Written by: Ismail Karaman
Introduction
Snowflake is a leading cloud-based data warehousing platform renowned for its scalability, performance, and ease of use. Unlike traditional data warehouses, Snowflake operates entirely in the cloud, offering a fully managed service that eliminates the need for hardware provisioning, maintenance, and tuning.
Integrating machine learning into data warehousing enhances insight extraction from vast datasets, automating predictive analytics and anomaly detection. Snowflake addresses the challenge of complex statistical and machine learning techniques for Data/Business Analysts through SQL-based ML Functions. These include Forecasting, Anomaly Detection, and Contribution Explorer, which are explored in this article with use cases illustrating their capabilities. More information on ML-Based Forecasting and Anomaly Detection in Snowflake Cortex located here:
Why and when to use Snowflake Cortex?
Snowflake Cortex provides fully managed ML-based functions for efficient data analysis and AI application development within the Snowflake platform. These functions use machine learning to generate insights and predictions from data, eliminating the need for specialized ML expertise.
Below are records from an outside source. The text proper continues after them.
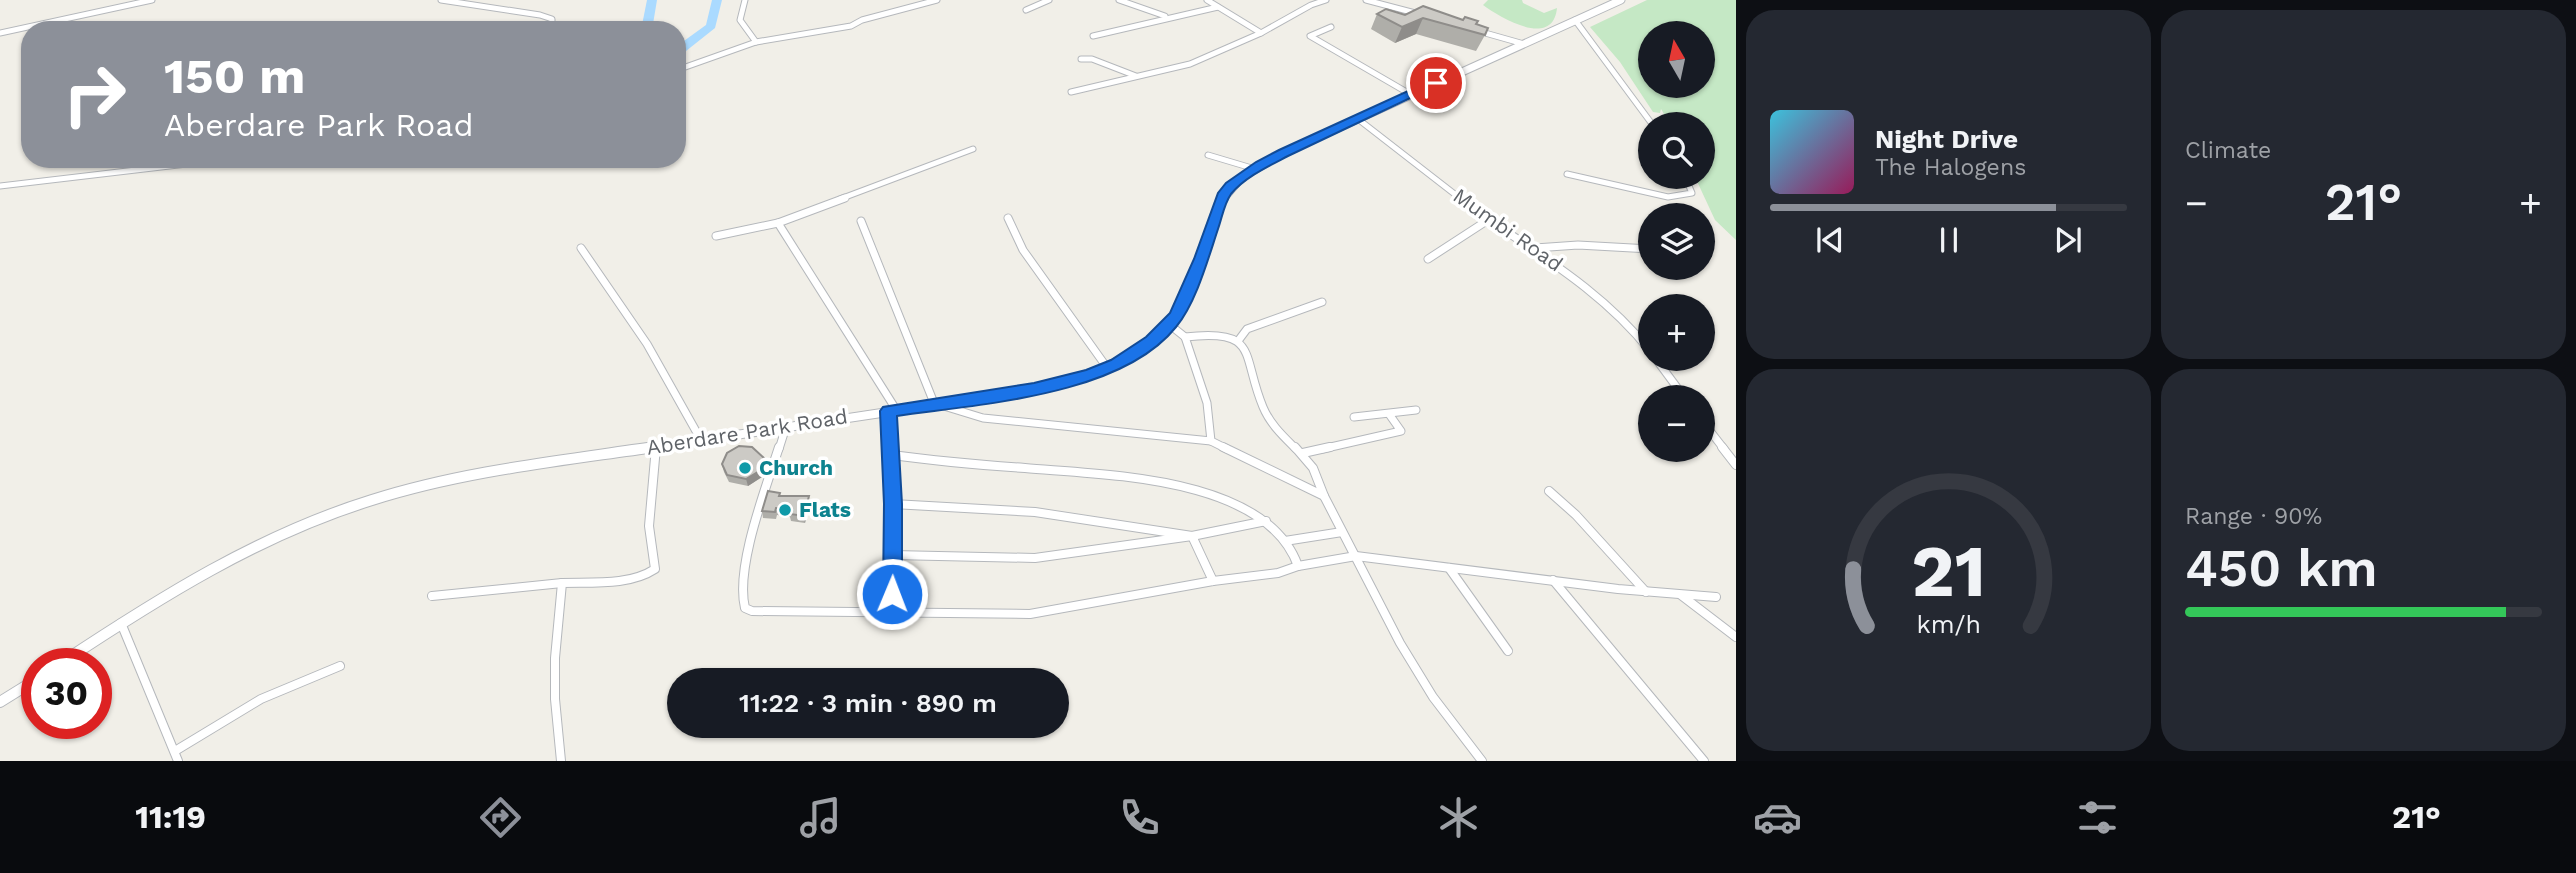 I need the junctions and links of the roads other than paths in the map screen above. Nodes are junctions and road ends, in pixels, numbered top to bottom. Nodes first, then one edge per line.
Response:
1 (152, 0) edge
2 (441, 0) edge
3 (746, 0) edge
4 (937, 0) edge
5 (1049, 0) edge
6 (1119, 0) edge
7 (1207, 0) edge
8 (1326, 0) edge
9 (1366, 0) edge
10 (1621, 0) edge
11 (1218, 6) junction
12 (1026, 10) dead end
13 (1167, 16) junction
14 (1430, 17) edge
15 (1575, 20) junction
16 (55, 21) edge
17 (552, 21) edge
18 (1331, 27) dead end
19 (21, 28) edge
20 (1470, 29) edge
21 (0, 33) edge
22 (1261, 33) junction
23 (1093, 36) dead end
24 (756, 42) junction
25 (1524, 44) junction
26 (1081, 59) dead end
27 (686, 67) edge
28 (1138, 77) junction
29 (1071, 92) dead end
30 (1410, 94) junction
31 (1643, 112) edge
32 (1358, 119) junction
33 (973, 149) dead end
34 (1208, 155) dead end
35 (153, 168) edge
36 (1255, 169) junction
37 (1567, 174) dead end
38 (0, 186) edge
39 (1692, 189) edge
40 (1008, 218) dead end
41 (1488, 220) junction
42 (861, 221) dead end
43 (778, 223) junction
44 (716, 236) dead end
45 (581, 248) dead end
46 (1535, 248) junction
47 (1638, 249) edge
48 (1428, 259) dead end
49 (1322, 302) dead end
50 (1170, 325) junction
51 (1185, 337) junction
52 (1638, 337) edge
53 (1238, 341) junction
54 (1108, 369) junction
55 (934, 404) junction
56 (1416, 410) dead end
57 (892, 411) junction
58 (1389, 414) junction
59 (1354, 417) dead end
60 (786, 427) junction
61 (1715, 438) edge
62 (701, 440) junction
63 (1211, 440) junction
64 (656, 446) junction
65 (1303, 453) junction
66 (892, 455) junction
67 (1736, 465) edge
68 (1549, 491) dead end
69 (1324, 496) junction
70 (893, 504) junction
71 (1266, 521) junction
72 (1342, 532) junction
73 (1192, 536) junction
74 (1285, 541) junction
75 (893, 555) junction
76 (1356, 556) junction
77 (1298, 566) junction
78 (1448, 568) junction
79 (1552, 579) junction
80 (1213, 581) junction
81 (562, 583) junction
82 (1646, 592) junction
83 (1681, 595) junction
84 (432, 596) dead end
85 (1716, 597) dead end
86 (892, 613) junction
87 (121, 623) junction
88 (1736, 637) edge
89 (84, 648) edge
90 (1508, 651) dead end
91 (340, 666) dead end
92 (21, 689) edge
93 (0, 702) edge
94 (175, 751) junction
95 (178, 761) edge
96 (561, 761) edge
97 (1482, 761) edge
98 (1704, 761) edge

1 - 16 street
2 - 17 street
3 - 24 street
4 - 24 street
5 - 12 street
6 - 13 street
7 - 11 street
8 - 22 street
9 - 14 street
10 - 15 street, Aberdare Park Road
11 - 13 street
11 - 22 street
13 - 23 street
15 - 25 street, Aberdare Park Road
15 - 31 street
18 - 30 street
19 - 21 street
20 - 25 street
22 - 28 street
24 - 27 street
25 - 30 street, Aberdare Park Road
26 - 28 street
28 - 29 street
30 - 32 street, Aberdare Park Road
32 - 36 street, Aberdare Park Road
32 - 41 street, Mumbi Road
33 - 43 street
34 - 36 street
35 - 38 street
36 - 50 street, Aberdare Park Road
37 - 39 street
40 - 54 street
41 - 46 street, Mumbi Road
41 - 48 street
42 - 55 street
43 - 44 street
43 - 57 street
45 - 62 street
46 - 47 street
46 - 52 street, Mumbi Road
49 - 53 street
50 - 51 street
50 - 54 street, Aberdare Park Road
51 - 53 street
51 - 63 street
53 - 65 street
54 - 55 street, Aberdare Park Road
55 - 57 street, Aberdare Park Road
55 - 63 street
56 - 58 street
57 - 60 street, Aberdare Park Road
57 - 66 street
58 - 59 street
58 - 65 street
60 - 62 street, Aberdare Park Road
60 - 86 street
61 - 67 street
62 - 64 street, Aberdare Park Road
63 - 69 street
64 - 81 street
64 - 87 street, Aberdare Park Road
65 - 69 street
66 - 70 street
66 - 71 street
68 - 82 street
69 - 72 street
70 - 73 street
70 - 75 street
71 - 73 street
71 - 74 street
72 - 74 street
72 - 76 street
73 - 75 street
73 - 80 street
74 - 77 street
75 - 86 street
76 - 77 street
76 - 78 street
76 - 97 street
77 - 80 street
78 - 79 street
78 - 90 street
79 - 82 street
79 - 98 street
80 - 86 street
81 - 84 street
81 - 96 street
82 - 83 street
83 - 85 street
83 - 88 street
87 - 89 street, Aberdare Park Road
87 - 94 street
91 - 94 street
92 - 93 street
94 - 95 street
Time-series functions within Snowflake Cortex leverage ML to analyze historical data trends, enabling functionalities like forecasting, anomaly detection, and Contribution Explorer. These capabilities empower organizations to gain deeper insights into their data without extensive ML expertise, streamlining the extraction of actionable insights and driving informed decision-making. By automating analytical tasks within the Snowflake platform, businesses can manage storage and compute costs associated with ML model training and deployment efficiently.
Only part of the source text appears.